Ce rapport montre par ailleurs que quelque 1,4 million de britanniques âgés de plus de 65 ans dépassent actuellement les limites de consommation d’alcool recommandées au Royaume-Uni. Mais d’après les spécialistes, cette augmentation brutale du nombre d’hospitalisation pour alcoolisme chez les seniors ces dernières années ne reflète pas forcément une incidence en hausse de cette maladie. « C’est peut être un cumul de deux phénomènes, à la fois une augmentation de la fréquence de l’alcoolisation dans cette population, mais c’est peut être aussi qu’on les repère mieux aujourd’hui, précise Pierre-Michel Llorca, psychiatre au CHU de Clermont-Ferrand. Cela témoigne sûrement aussi d’une amélioration de la prise en charge. »

D’autre part, d’après ce bilan, alors que le nombre de moins de 30 ans en demande d’un traitement pour dépendance à l’héroïne a diminué progressivement au cours des dernières années, chez les plus de 40 ans on aurait observé le phénomène inverse. D’après les auteurs du rapport, en réalité c’est parce que la population des usagers d’héroïne est vieillissante et que leur santé se détériore rapidement.
Enfin, cette analyse révèle aussi que depuis les années 90, un nombre croissant d’individus de plus de 50 ans consomment du cannabis régulièrement.

Ecoutez le Dr Pierre-Michel Llorca : « Les consommateurs réguliers vieillissent. 20% gens de 40 ans consomment régulièrement du cannabis en France et ça augmente. »

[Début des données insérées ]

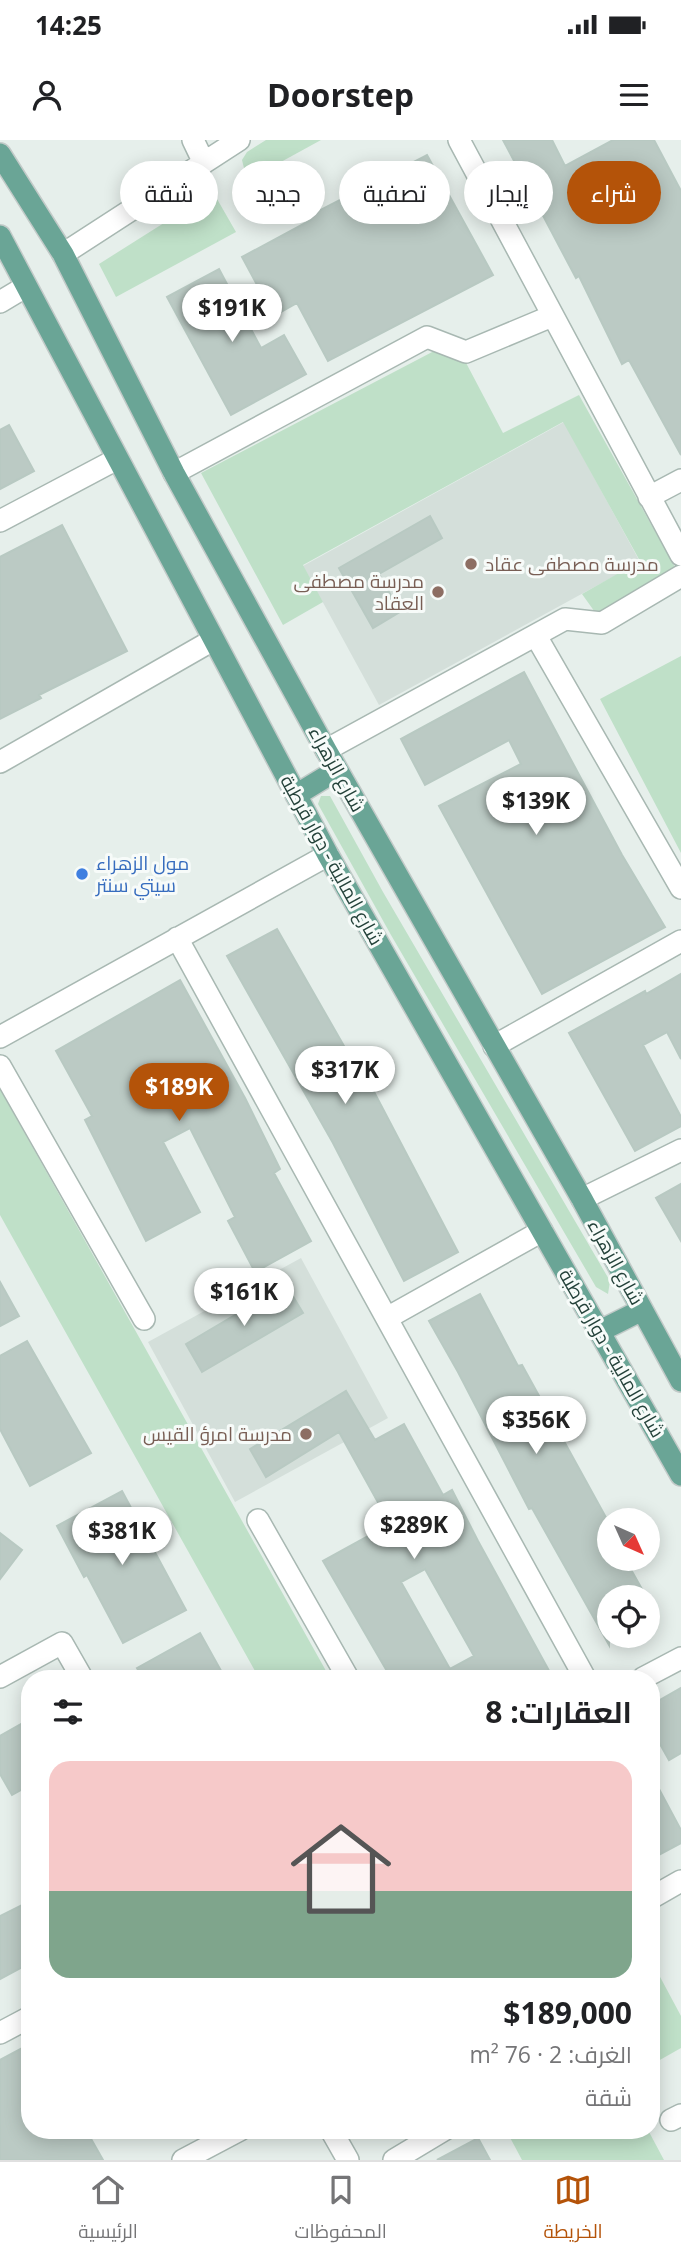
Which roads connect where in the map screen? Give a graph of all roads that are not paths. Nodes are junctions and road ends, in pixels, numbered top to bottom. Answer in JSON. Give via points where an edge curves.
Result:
{"nodes":[{"id":1,"x":193,"y":140,"type":"edge"},
{"id":2,"x":239,"y":140,"type":"edge"},
{"id":3,"x":459,"y":140,"type":"edge"},
{"id":4,"x":0,"y":154,"type":"edge"},
{"id":5,"x":203,"y":161,"type":"edge"},
{"id":6,"x":207,"y":161,"type":"edge"},
{"id":7,"x":120,"y":217,"type":"edge"},
{"id":8,"x":0,"y":236,"type":"edge"},
{"id":9,"x":63,"y":254,"type":"junction"},
{"id":10,"x":25,"y":286,"type":"junction"},
{"id":11,"x":0,"y":302,"type":"edge"},
{"id":12,"x":552,"y":316,"type":"junction"},
{"id":13,"x":117,"y":459,"type":"junction"},
{"id":14,"x":174,"y":473,"type":"junction"},
{"id":15,"x":681,"y":480,"type":"edge"},
{"id":16,"x":649,"y":498,"type":"junction"},
{"id":17,"x":0,"y":521,"type":"edge"},
{"id":18,"x":681,"y":555,"type":"edge"},
{"id":19,"x":681,"y":576,"type":"edge"},
{"id":20,"x":536,"y":636,"type":"junction"},
{"id":21,"x":213,"y":640,"type":"junction"},
{"id":22,"x":326,"y":750,"type":"junction"},
{"id":23,"x":0,"y":762,"type":"edge"},
{"id":24,"x":337,"y":771,"type":"junction"},
{"id":25,"x":296,"y":795,"type":"junction"},
{"id":26,"x":328,"y":855,"type":"junction"},
{"id":27,"x":681,"y":888,"type":"edge"},
{"id":28,"x":177,"y":938,"type":"junction"},
{"id":29,"x":681,"y":941,"type":"edge"},
{"id":30,"x":0,"y":1037,"type":"edge"},
{"id":31,"x":494,"y":1046,"type":"junction"},
{"id":32,"x":0,"y":1066,"type":"edge"},
{"id":33,"x":681,"y":1150,"type":"edge"},
{"id":34,"x":582,"y":1199,"type":"junction"},
{"id":35,"x":542,"y":1231,"type":"junction"},
{"id":36,"x":642,"y":1310,"type":"junction"},
{"id":37,"x":387,"y":1318,"type":"junction"},
{"id":38,"x":144,"y":1319,"type":"dead end"},
{"id":39,"x":600,"y":1331,"type":"junction"},
{"id":40,"x":681,"y":1381,"type":"edge"},
{"id":41,"x":681,"y":1475,"type":"edge"},
{"id":42,"x":258,"y":1520,"type":"dead end"},
{"id":43,"x":681,"y":1658,"type":"edge"},
{"id":44,"x":77,"y":1670,"type":"edge"},
{"id":45,"x":343,"y":1670,"type":"edge"},
{"id":46,"x":581,"y":1670,"type":"edge"},
{"id":47,"x":658,"y":1670,"type":"edge"},
{"id":48,"x":0,"y":1677,"type":"edge"},
{"id":49,"x":681,"y":1881,"type":"edge"},
{"id":50,"x":660,"y":1893,"type":"edge"},
{"id":51,"x":21,"y":2022,"type":"edge"},
{"id":52,"x":0,"y":2033,"type":"edge"},
{"id":53,"x":223,"y":2139,"type":"edge"},
{"id":54,"x":336,"y":2139,"type":"edge"},
{"id":55,"x":429,"y":2139,"type":"edge"},
{"id":56,"x":183,"y":2160,"type":"edge"},
{"id":57,"x":348,"y":2160,"type":"edge"},
{"id":58,"x":394,"y":2160,"type":"edge"}],
"edges":[{"from":1,"to":5,"type":"street"},
{"from":2,"to":6,"type":"street"},
{"from":3,"to":12,"type":"street"},
{"from":4,"to":9,"type":"main road","name":"شارع الزهراء"},
{"from":7,"to":9,"type":"street"},
{"from":8,"to":10,"type":"main road","name":"شارع المالية - دوار قرطبة"},
{"from":9,"to":14,"type":"main road","name":"شارع الزهراء"},
{"from":10,"to":11,"type":"street"},
{"from":10,"to":13,"type":"main road","name":"شارع المالية - دوار قرطبة"},
{"from":12,"to":14,"type":"street","via":[[467,352],[427,337]]},
{"from":12,"to":16,"type":"street"},
{"from":13,"to":17,"type":"street"},
{"from":13,"to":21,"type":"main road","name":"شارع المالية - دوار قرطبة"},
{"from":14,"to":22,"type":"main road","name":"شارع الزهراء"},
{"from":15,"to":16,"type":"street"},
{"from":16,"to":18,"type":"street"},
{"from":19,"to":20,"type":"street","via":[[603,623],[565,619]]},
{"from":20,"to":22,"type":"street"},
{"from":20,"to":27,"type":"street"},
{"from":21,"to":23,"type":"street"},
{"from":21,"to":25,"type":"main road","name":"شارع المالية - دوار قرطبة"},
{"from":22,"to":24,"type":"main road","name":"شارع الزهراء"},
{"from":24,"to":25,"type":"main road"},
{"from":24,"to":31,"type":"main road","name":"شارع الزهراء"},
{"from":25,"to":26,"type":"main road","name":"شارع المالية - دوار قرطبة"},
{"from":26,"to":28,"type":"street"},
{"from":26,"to":35,"type":"main road","name":"شارع المالية - دوار قرطبة"},
{"from":28,"to":30,"type":"street"},
{"from":28,"to":37,"type":"street"},
{"from":29,"to":31,"type":"street"},
{"from":31,"to":34,"type":"main road","name":"شارع الزهراء"},
{"from":32,"to":38,"type":"street"},
{"from":33,"to":34,"type":"street"},
{"from":34,"to":36,"type":"main road","name":"شارع الزهراء"},
{"from":35,"to":37,"type":"street"},
{"from":35,"to":39,"type":"main road","name":"شارع المالية - دوار قرطبة"},
{"from":36,"to":39,"type":"main road"},
{"from":36,"to":40,"type":"main road","name":"شارع الزهراء"},
{"from":37,"to":46,"type":"street"},
{"from":39,"to":41,"type":"main road","name":"شارع المالية - دوار قرطبة"},
{"from":42,"to":45,"type":"street"},
{"from":43,"to":47,"type":"street"},
{"from":44,"to":48,"type":"street","via":[[62,1643]]},
{"from":49,"to":50,"type":"street"},
{"from":51,"to":52,"type":"street"},
{"from":53,"to":56,"type":"street"},
{"from":54,"to":57,"type":"street"},
{"from":55,"to":58,"type":"street"}]}
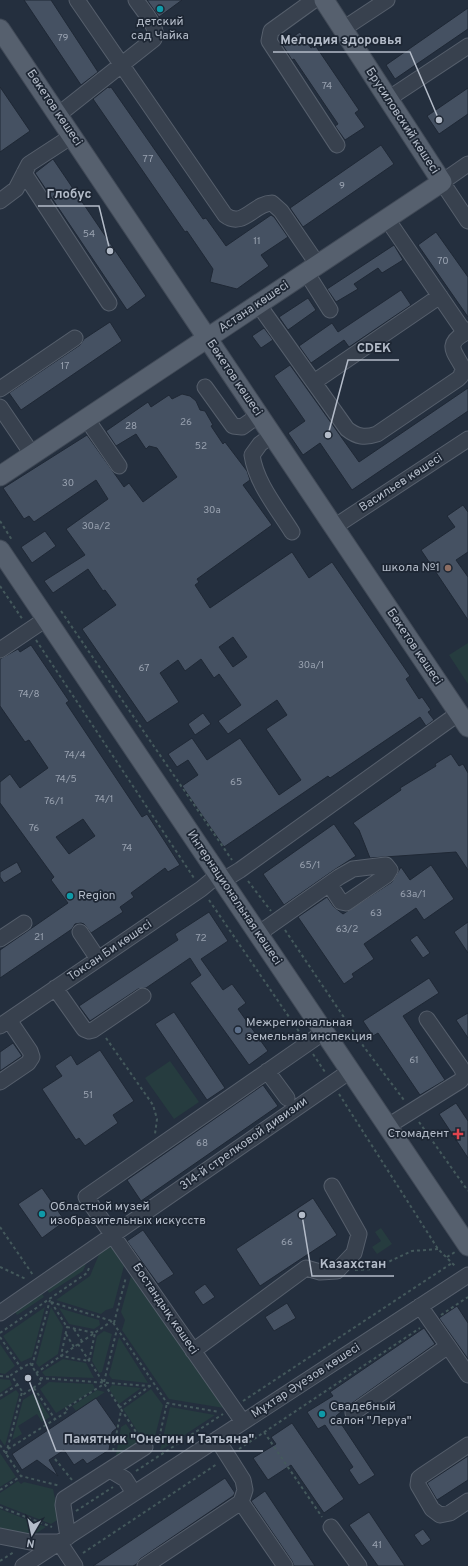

Développer des campagnes de prévention visant les seniors

Même si les politiques de prévention ciblant les jeunes  sont toujours nécessaires, , il est désormais temps de développer davantage d’interventions de santé publique dans des tranches d’âge plus âgée, esiment les spécialistes. « Les politiques en matière de drogues et d’alcool ainsi que l’attention des médias se concentrent toujours sur les jeunes, a déclaré Marcus Roberts, directeur général de DrugScope. Ces problèmes affectent pourtant les personnes âgées même si c’est différemment. Cela ne les rend pas moins réel ou important ».
Selon les médecins qui traitent les problèmes d’addiction, chez les seniors par exemple, les problèmes de drogues ou d’alcool peuvent être parfois révélateurs d’autres problèmes, tels que la solitude et l’isolement, la fatigue liée aux soins d’un partenaire ou encore le deuil ou des problèmes financiers. «Nous avons besoin de développer une gamme d’interventions adaptées à cette tranche âge » conclut le rapport de DrugScope.